I have not posted much lately, but couldn’t miss the occasion of Darwin’s birthday to briefly remind my readers of his main achievements and his racial views.

On this day, in 1809, Charles Darwin was born. His evolutionary theory of natural selection has been the cause of great controversy since its publication in his On the Origin of Species in 1859. Despite Darwin’s large body of evidence which is based on years of gathering data and analysing various species, his ideas were as hard for many to accept in Victorian times as they are ironically hard for many to accept today (it would be superfluous to even mention the recent US presidential campaign here and a similar argument could be easily drawn on Climate Change).

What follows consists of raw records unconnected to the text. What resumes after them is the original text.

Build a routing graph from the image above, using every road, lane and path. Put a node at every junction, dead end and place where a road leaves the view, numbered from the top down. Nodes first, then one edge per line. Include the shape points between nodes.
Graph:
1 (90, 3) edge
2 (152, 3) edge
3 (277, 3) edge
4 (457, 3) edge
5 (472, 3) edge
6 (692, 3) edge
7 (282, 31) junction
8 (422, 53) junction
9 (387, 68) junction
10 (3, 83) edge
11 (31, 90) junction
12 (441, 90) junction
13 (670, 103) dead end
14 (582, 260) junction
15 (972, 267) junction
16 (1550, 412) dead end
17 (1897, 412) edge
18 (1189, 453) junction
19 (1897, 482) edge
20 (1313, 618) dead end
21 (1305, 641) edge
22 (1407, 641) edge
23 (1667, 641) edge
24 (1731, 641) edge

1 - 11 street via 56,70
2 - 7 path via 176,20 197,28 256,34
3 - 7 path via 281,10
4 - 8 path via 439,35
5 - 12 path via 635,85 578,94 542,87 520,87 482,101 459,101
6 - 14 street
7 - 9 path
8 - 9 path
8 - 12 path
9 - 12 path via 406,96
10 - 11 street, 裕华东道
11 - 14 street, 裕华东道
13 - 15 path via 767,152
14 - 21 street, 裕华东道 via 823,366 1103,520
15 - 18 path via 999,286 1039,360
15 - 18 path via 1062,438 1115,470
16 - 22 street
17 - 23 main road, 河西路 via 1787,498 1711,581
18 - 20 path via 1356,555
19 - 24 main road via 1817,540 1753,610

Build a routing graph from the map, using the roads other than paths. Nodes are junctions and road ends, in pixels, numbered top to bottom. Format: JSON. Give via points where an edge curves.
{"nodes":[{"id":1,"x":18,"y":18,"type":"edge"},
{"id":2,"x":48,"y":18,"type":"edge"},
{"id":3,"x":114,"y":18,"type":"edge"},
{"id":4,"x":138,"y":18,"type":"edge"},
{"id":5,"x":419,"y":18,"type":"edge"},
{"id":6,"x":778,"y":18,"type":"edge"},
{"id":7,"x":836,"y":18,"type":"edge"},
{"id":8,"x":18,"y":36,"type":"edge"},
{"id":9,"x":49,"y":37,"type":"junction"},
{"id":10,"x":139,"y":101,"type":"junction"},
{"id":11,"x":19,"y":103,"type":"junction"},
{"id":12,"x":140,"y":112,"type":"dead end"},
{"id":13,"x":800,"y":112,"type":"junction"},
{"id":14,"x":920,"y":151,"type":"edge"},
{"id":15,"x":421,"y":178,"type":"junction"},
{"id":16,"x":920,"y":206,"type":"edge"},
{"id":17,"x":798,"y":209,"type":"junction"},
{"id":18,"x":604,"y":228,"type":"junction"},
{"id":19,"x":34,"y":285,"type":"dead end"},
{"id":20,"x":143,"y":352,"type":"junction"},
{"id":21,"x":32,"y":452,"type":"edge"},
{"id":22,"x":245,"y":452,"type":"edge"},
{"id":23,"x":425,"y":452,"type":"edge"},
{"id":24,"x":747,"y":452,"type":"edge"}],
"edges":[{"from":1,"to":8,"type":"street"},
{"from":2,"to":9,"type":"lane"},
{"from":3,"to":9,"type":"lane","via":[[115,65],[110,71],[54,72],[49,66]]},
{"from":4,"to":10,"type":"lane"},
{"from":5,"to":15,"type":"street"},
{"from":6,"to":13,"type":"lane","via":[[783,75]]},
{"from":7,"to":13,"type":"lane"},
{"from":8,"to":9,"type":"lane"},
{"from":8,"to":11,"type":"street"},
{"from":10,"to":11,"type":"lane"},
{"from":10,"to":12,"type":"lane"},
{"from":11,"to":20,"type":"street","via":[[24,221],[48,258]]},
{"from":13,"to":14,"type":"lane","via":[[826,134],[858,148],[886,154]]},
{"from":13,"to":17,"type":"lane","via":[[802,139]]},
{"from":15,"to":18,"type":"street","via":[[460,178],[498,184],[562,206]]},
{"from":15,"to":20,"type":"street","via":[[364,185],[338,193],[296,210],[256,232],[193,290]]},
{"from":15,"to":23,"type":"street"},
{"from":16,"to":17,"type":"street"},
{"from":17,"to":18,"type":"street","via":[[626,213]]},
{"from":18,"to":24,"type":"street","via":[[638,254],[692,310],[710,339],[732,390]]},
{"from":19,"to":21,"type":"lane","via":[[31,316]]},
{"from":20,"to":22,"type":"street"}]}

800px-charles_robert_darwin_by_john_collier

Darwin, by John Collier 1883

In spite of the apparent novelty of Darwin’s ideas at the time, Darwin’s findings were the culmination of accumulative research and a steady rise in atheism across Europe since the Enlightenment. Nevertheless, evolution was known outside Europe 600 years before Darwin’s publication. A Persian scientist called Nasir Tusi (1201-74), who was in the fashion of his day a Renaissance man even before the Renaissance, arrived at the same conclusion, acknowledging that Humans have evolved from superior primates in Africa, such as apes. Tusi’s evolutionary theories, revolutionary as they were, did not induce as much change as Darwin’s. The Mongol invasion of West Asia brought a halt to the scientific and cultural boom of his age, and vast quantities of manuscripts were destroyed and/or forgotten in the turmoil.

Between 1959 and the publication of The Descent of Man in 1971, Darwin embraced racist theories which claimed the racial superiority of White Europeans over the rest of Humankind. How ironic for a six-hundred-year-old late new-comer to the evolutionary debate!